For this exercise, print all of the data exactly as given.

---------- Entries supplied

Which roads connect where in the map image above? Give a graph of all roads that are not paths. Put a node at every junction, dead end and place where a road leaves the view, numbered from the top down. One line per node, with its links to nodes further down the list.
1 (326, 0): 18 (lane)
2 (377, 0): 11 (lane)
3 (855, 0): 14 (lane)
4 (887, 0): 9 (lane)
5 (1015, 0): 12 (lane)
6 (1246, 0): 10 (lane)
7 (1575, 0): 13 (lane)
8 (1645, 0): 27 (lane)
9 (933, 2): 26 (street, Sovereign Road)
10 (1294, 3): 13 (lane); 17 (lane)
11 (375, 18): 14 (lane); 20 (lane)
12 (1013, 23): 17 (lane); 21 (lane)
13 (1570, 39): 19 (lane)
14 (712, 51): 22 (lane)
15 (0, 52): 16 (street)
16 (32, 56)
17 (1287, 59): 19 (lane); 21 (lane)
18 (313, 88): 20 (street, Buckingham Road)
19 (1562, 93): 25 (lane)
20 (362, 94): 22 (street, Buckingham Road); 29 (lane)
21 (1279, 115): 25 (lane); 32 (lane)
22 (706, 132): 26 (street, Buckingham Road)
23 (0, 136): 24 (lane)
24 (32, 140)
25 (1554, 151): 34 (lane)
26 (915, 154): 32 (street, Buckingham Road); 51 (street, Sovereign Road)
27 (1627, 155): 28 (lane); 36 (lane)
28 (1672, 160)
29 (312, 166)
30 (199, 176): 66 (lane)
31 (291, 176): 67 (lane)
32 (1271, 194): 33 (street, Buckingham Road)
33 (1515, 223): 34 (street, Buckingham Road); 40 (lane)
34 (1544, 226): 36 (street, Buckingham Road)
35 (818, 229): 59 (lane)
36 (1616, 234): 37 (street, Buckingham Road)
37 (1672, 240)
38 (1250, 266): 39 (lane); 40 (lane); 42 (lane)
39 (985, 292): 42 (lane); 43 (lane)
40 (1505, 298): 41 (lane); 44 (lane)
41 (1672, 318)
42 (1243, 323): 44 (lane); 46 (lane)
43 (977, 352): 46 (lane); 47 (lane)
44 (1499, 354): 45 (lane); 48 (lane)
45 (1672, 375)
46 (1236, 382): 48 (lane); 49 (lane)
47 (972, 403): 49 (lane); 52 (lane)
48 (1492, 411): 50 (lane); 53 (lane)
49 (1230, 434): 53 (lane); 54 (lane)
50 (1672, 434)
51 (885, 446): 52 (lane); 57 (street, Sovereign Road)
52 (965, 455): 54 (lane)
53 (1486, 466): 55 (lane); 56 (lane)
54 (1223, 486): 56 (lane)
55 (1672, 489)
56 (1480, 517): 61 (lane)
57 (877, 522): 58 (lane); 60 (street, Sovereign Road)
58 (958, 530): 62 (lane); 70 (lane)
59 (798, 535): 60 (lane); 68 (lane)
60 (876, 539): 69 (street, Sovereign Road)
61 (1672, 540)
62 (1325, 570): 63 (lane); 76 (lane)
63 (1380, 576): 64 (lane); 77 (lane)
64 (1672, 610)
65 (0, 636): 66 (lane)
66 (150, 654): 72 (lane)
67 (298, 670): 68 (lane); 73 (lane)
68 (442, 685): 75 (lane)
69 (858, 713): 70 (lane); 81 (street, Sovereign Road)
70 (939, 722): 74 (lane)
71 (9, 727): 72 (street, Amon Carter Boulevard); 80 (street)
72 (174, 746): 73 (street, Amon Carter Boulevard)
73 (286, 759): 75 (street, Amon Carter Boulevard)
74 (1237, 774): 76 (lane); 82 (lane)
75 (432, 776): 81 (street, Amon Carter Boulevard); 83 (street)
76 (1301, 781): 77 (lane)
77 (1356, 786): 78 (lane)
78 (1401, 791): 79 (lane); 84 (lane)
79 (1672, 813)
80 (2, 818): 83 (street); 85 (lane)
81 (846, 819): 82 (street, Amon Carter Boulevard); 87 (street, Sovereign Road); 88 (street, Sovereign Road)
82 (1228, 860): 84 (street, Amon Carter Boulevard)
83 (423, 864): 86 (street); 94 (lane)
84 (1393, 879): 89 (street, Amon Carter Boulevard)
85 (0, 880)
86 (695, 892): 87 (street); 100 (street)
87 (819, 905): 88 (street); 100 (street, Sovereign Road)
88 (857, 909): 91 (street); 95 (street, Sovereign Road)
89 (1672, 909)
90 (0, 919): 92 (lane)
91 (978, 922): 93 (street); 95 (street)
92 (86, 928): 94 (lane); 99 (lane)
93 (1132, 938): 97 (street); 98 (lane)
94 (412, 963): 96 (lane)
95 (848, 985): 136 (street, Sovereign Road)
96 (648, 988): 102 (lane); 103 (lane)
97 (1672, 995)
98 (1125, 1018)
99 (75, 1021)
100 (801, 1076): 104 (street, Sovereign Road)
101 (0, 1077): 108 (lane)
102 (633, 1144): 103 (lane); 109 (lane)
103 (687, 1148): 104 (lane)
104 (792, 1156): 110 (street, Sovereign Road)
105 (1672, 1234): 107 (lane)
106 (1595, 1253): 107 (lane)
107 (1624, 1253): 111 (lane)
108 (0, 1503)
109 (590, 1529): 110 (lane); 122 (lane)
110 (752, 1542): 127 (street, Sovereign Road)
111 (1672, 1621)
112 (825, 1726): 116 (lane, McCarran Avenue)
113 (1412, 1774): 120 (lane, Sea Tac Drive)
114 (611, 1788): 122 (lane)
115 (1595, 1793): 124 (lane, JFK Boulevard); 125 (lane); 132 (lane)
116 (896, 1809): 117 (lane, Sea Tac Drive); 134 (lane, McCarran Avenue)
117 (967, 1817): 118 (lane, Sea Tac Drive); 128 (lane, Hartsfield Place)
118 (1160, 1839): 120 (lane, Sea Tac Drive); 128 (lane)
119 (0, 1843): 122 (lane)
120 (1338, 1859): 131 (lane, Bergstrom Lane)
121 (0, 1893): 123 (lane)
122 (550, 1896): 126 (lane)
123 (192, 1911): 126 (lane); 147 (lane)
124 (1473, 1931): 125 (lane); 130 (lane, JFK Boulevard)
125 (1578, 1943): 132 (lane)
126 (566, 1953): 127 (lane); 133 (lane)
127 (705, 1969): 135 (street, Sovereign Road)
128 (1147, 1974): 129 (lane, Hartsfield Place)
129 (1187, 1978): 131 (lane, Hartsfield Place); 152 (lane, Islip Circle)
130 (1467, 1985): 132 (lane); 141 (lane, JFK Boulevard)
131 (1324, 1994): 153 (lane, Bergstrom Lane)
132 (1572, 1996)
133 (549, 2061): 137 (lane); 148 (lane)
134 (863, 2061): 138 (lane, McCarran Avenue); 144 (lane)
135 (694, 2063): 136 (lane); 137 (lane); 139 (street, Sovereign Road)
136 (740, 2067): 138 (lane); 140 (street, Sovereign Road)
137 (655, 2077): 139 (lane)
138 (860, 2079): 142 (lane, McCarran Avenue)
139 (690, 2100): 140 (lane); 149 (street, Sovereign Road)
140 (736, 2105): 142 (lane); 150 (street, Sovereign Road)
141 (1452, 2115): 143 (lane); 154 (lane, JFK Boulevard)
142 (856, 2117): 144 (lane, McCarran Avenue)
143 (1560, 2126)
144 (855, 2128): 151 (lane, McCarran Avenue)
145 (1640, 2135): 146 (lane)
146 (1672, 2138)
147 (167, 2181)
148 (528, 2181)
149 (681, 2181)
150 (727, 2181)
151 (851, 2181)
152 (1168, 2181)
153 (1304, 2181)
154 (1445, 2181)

--------------------

Output for this task =>
Which roads connect where in the map image above? Give a graph of all roads that are not paths. Put a node at every junction, dead end and place where a road leaves the view, numbered from the top down. One line per node, with its links to nodes further down the list.
1 (326, 0): 18 (lane)
2 (377, 0): 11 (lane)
3 (855, 0): 14 (lane)
4 (887, 0): 9 (lane)
5 (1015, 0): 12 (lane)
6 (1246, 0): 10 (lane)
7 (1575, 0): 13 (lane)
8 (1645, 0): 27 (lane)
9 (933, 2): 26 (street, Sovereign Road)
10 (1294, 3): 13 (lane); 17 (lane)
11 (375, 18): 14 (lane); 20 (lane)
12 (1013, 23): 17 (lane); 21 (lane)
13 (1570, 39): 19 (lane)
14 (712, 51): 22 (lane)
15 (0, 52): 16 (street)
16 (32, 56)
17 (1287, 59): 19 (lane); 21 (lane)
18 (313, 88): 20 (street, Buckingham Road)
19 (1562, 93): 25 (lane)
20 (362, 94): 22 (street, Buckingham Road); 29 (lane)
21 (1279, 115): 25 (lane); 32 (lane)
22 (706, 132): 26 (street, Buckingham Road)
23 (0, 136): 24 (lane)
24 (32, 140)
25 (1554, 151): 34 (lane)
26 (915, 154): 32 (street, Buckingham Road); 51 (street, Sovereign Road)
27 (1627, 155): 28 (lane); 36 (lane)
28 (1672, 160)
29 (312, 166)
30 (199, 176): 66 (lane)
31 (291, 176): 67 (lane)
32 (1271, 194): 33 (street, Buckingham Road)
33 (1515, 223): 34 (street, Buckingham Road); 40 (lane)
34 (1544, 226): 36 (street, Buckingham Road)
35 (818, 229): 59 (lane)
36 (1616, 234): 37 (street, Buckingham Road)
37 (1672, 240)
38 (1250, 266): 39 (lane); 40 (lane); 42 (lane)
39 (985, 292): 42 (lane); 43 (lane)
40 (1505, 298): 41 (lane); 44 (lane)
41 (1672, 318)
42 (1243, 323): 44 (lane); 46 (lane)
43 (977, 352): 46 (lane); 47 (lane)
44 (1499, 354): 45 (lane); 48 (lane)
45 (1672, 375)
46 (1236, 382): 48 (lane); 49 (lane)
47 (972, 403): 49 (lane); 52 (lane)
48 (1492, 411): 50 (lane); 53 (lane)
49 (1230, 434): 53 (lane); 54 (lane)
50 (1672, 434)
51 (885, 446): 52 (lane); 57 (street, Sovereign Road)
52 (965, 455): 54 (lane)
53 (1486, 466): 55 (lane); 56 (lane)
54 (1223, 486): 56 (lane)
55 (1672, 489)
56 (1480, 517): 61 (lane)
57 (877, 522): 58 (lane); 60 (street, Sovereign Road)
58 (958, 530): 62 (lane); 70 (lane)
59 (798, 535): 60 (lane); 68 (lane)
60 (876, 539): 69 (street, Sovereign Road)
61 (1672, 540)
62 (1325, 570): 63 (lane); 76 (lane)
63 (1380, 576): 64 (lane); 77 (lane)
64 (1672, 610)
65 (0, 636): 66 (lane)
66 (150, 654): 72 (lane)
67 (298, 670): 68 (lane); 73 (lane)
68 (442, 685): 75 (lane)
69 (858, 713): 70 (lane); 81 (street, Sovereign Road)
70 (939, 722): 74 (lane)
71 (9, 727): 72 (street, Amon Carter Boulevard); 80 (street)
72 (174, 746): 73 (street, Amon Carter Boulevard)
73 (286, 759): 75 (street, Amon Carter Boulevard)
74 (1237, 774): 76 (lane); 82 (lane)
75 (432, 776): 81 (street, Amon Carter Boulevard); 83 (street)
76 (1301, 781): 77 (lane)
77 (1356, 786): 78 (lane)
78 (1401, 791): 79 (lane); 84 (lane)
79 (1672, 813)
80 (2, 818): 83 (street); 85 (lane)
81 (846, 819): 82 (street, Amon Carter Boulevard); 87 (street, Sovereign Road); 88 (street, Sovereign Road)
82 (1228, 860): 84 (street, Amon Carter Boulevard)
83 (423, 864): 86 (street); 94 (lane)
84 (1393, 879): 89 (street, Amon Carter Boulevard)
85 (0, 880)
86 (695, 892): 87 (street); 100 (street)
87 (819, 905): 88 (street); 100 (street, Sovereign Road)
88 (857, 909): 91 (street); 95 (street, Sovereign Road)
89 (1672, 909)
90 (0, 919): 92 (lane)
91 (978, 922): 93 (street); 95 (street)
92 (86, 928): 94 (lane); 99 (lane)
93 (1132, 938): 97 (street); 98 (lane)
94 (412, 963): 96 (lane)
95 (848, 985): 136 (street, Sovereign Road)
96 (648, 988): 102 (lane); 103 (lane)
97 (1672, 995)
98 (1125, 1018)
99 (75, 1021)
100 (801, 1076): 104 (street, Sovereign Road)
101 (0, 1077): 108 (lane)
102 (633, 1144): 103 (lane); 109 (lane)
103 (687, 1148): 104 (lane)
104 (792, 1156): 110 (street, Sovereign Road)
105 (1672, 1234): 107 (lane)
106 (1595, 1253): 107 (lane)
107 (1624, 1253): 111 (lane)
108 (0, 1503)
109 (590, 1529): 110 (lane); 122 (lane)
110 (752, 1542): 127 (street, Sovereign Road)
111 (1672, 1621)
112 (825, 1726): 116 (lane, McCarran Avenue)
113 (1412, 1774): 120 (lane, Sea Tac Drive)
114 (611, 1788): 122 (lane)
115 (1595, 1793): 124 (lane, JFK Boulevard); 125 (lane); 132 (lane)
116 (896, 1809): 117 (lane, Sea Tac Drive); 134 (lane, McCarran Avenue)
117 (967, 1817): 118 (lane, Sea Tac Drive); 128 (lane, Hartsfield Place)
118 (1160, 1839): 120 (lane, Sea Tac Drive); 128 (lane)
119 (0, 1843): 122 (lane)
120 (1338, 1859): 131 (lane, Bergstrom Lane)
121 (0, 1893): 123 (lane)
122 (550, 1896): 126 (lane)
123 (192, 1911): 126 (lane); 147 (lane)
124 (1473, 1931): 125 (lane); 130 (lane, JFK Boulevard)
125 (1578, 1943): 132 (lane)
126 (566, 1953): 127 (lane); 133 (lane)
127 (705, 1969): 135 (street, Sovereign Road)
128 (1147, 1974): 129 (lane, Hartsfield Place)
129 (1187, 1978): 131 (lane, Hartsfield Place); 152 (lane, Islip Circle)
130 (1467, 1985): 132 (lane); 141 (lane, JFK Boulevard)
131 (1324, 1994): 153 (lane, Bergstrom Lane)
132 (1572, 1996)
133 (549, 2061): 137 (lane); 148 (lane)
134 (863, 2061): 138 (lane, McCarran Avenue); 144 (lane)
135 (694, 2063): 136 (lane); 137 (lane); 139 (street, Sovereign Road)
136 (740, 2067): 138 (lane); 140 (street, Sovereign Road)
137 (655, 2077): 139 (lane)
138 (860, 2079): 142 (lane, McCarran Avenue)
139 (690, 2100): 140 (lane); 149 (street, Sovereign Road)
140 (736, 2105): 142 (lane); 150 (street, Sovereign Road)
141 (1452, 2115): 143 (lane); 154 (lane, JFK Boulevard)
142 (856, 2117): 144 (lane, McCarran Avenue)
143 (1560, 2126)
144 (855, 2128): 151 (lane, McCarran Avenue)
145 (1640, 2135): 146 (lane)
146 (1672, 2138)
147 (167, 2181)
148 (528, 2181)
149 (681, 2181)
150 (727, 2181)
151 (851, 2181)
152 (1168, 2181)
153 (1304, 2181)
154 (1445, 2181)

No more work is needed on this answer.